Sachio tertawa terbahak-bahak sebab pertanyaan Rio yang tak terduga.

"Iya, padahal seru we're going up like NASAAA," timpal Saga kemudian.

Ayah terkekeh, ikut duduk di sofa sebelah keponakannya. "Enak tinggal di bumi. Selain itu Om jompo nggak kuat tinggal di pesawat luar angkasa. Biar Om Aji aja yang jadi astronot. Habis kerja di Lapan, nanti terus ke NASA."

Sachio tertawa mendengar jawaban ayahnya.
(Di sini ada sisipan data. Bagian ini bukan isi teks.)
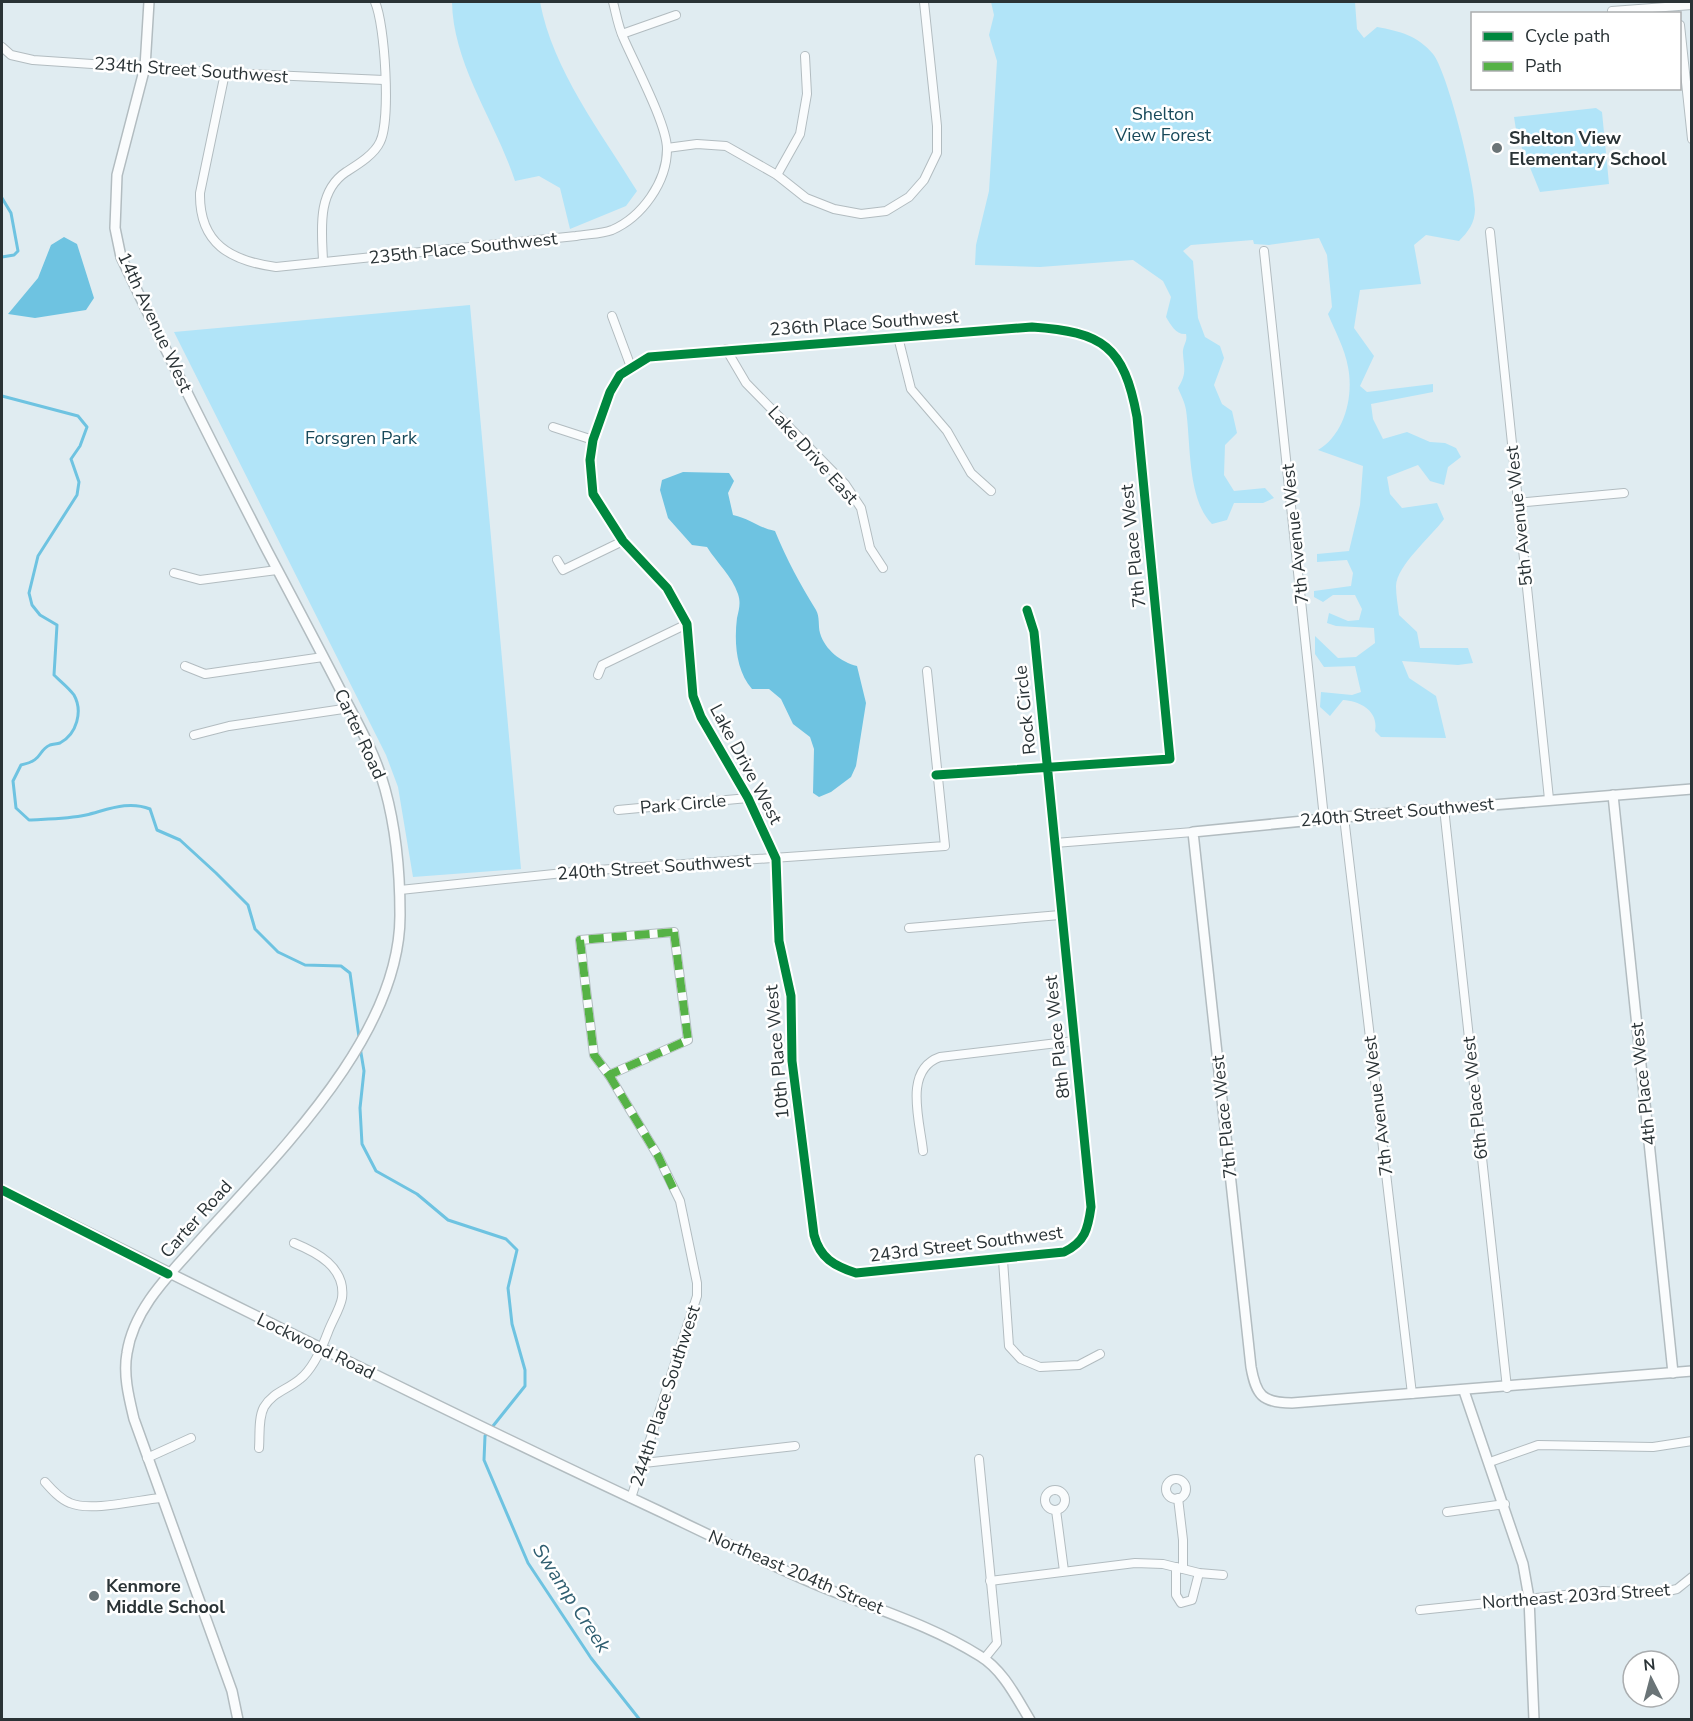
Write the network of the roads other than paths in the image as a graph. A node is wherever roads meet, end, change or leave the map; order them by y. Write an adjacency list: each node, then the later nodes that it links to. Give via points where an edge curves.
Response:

Tentu saja itu asbun semata—atau keinginan sesaat setelah menonton Interstellar. Sachio tahu sejak kecil Ayah bercita-cita jadi dokter. Tidak berhasil karena keadaan tidak mendukung, akhirnya lelaki itu menikahi seorang dokter saja.

"Om Aji kerjanya apa ya kalau di Lapan? Bikin roket atau cuma neliti bintang di langit?" Kali ini Davio yang bertanya.

"Tanya aja langsung ke Om Aji kalau ketemu. Kalian kalau mau jadi astronot siapa tahu bisa dikasih petuah biar bisa persiapan mulai sekarang. Yang penting harus rajin olahraga biar badannya sehat." Ayah berbicara seolah-olah bocil di sekitarnya itu sudah kelas 3 SMA macam Senja yang sudah harus menentukan tujuan hidup.

"Tadi dianter siapa kalian berdua?"

"Ayah." Rio yang menjawab.

"Udah sarapan?"

"Udah, di rumah."

"Pakai apa?"

"Soto."

Ayah mengangguk mengerti.

Tadi malam Davio tidak ikut menginap seperti rencana. Katanya, ada banyak tugas kelas 3 SMP yang perlu dikerjakan jikalau hari Minggu ini dibuat bersenang-senang di luar rumah.

Jujur saja Davio itu lebih disiplin dibanding Sachio. Kalau jadi Davio, Sachio tentu saja memilih menginap dan tetap bermain di hari Minggu. Tugas sekolah itu urusan belakangan.

"Nanti jadi Ayah yang mau anter kita ke bioskop? Atau Ibun?" tanya Davio kemudian.

"Ayah bisa. Masih nanti jam sembilan kan? Rei sama Yishan belum keliatan."

Sachio mengangguk. "Iya, emang harusnya nanti, Yah. Nunggu Rei ma Yishan dateng. Saking semangatnya mereka dateng satu jam lebih awal."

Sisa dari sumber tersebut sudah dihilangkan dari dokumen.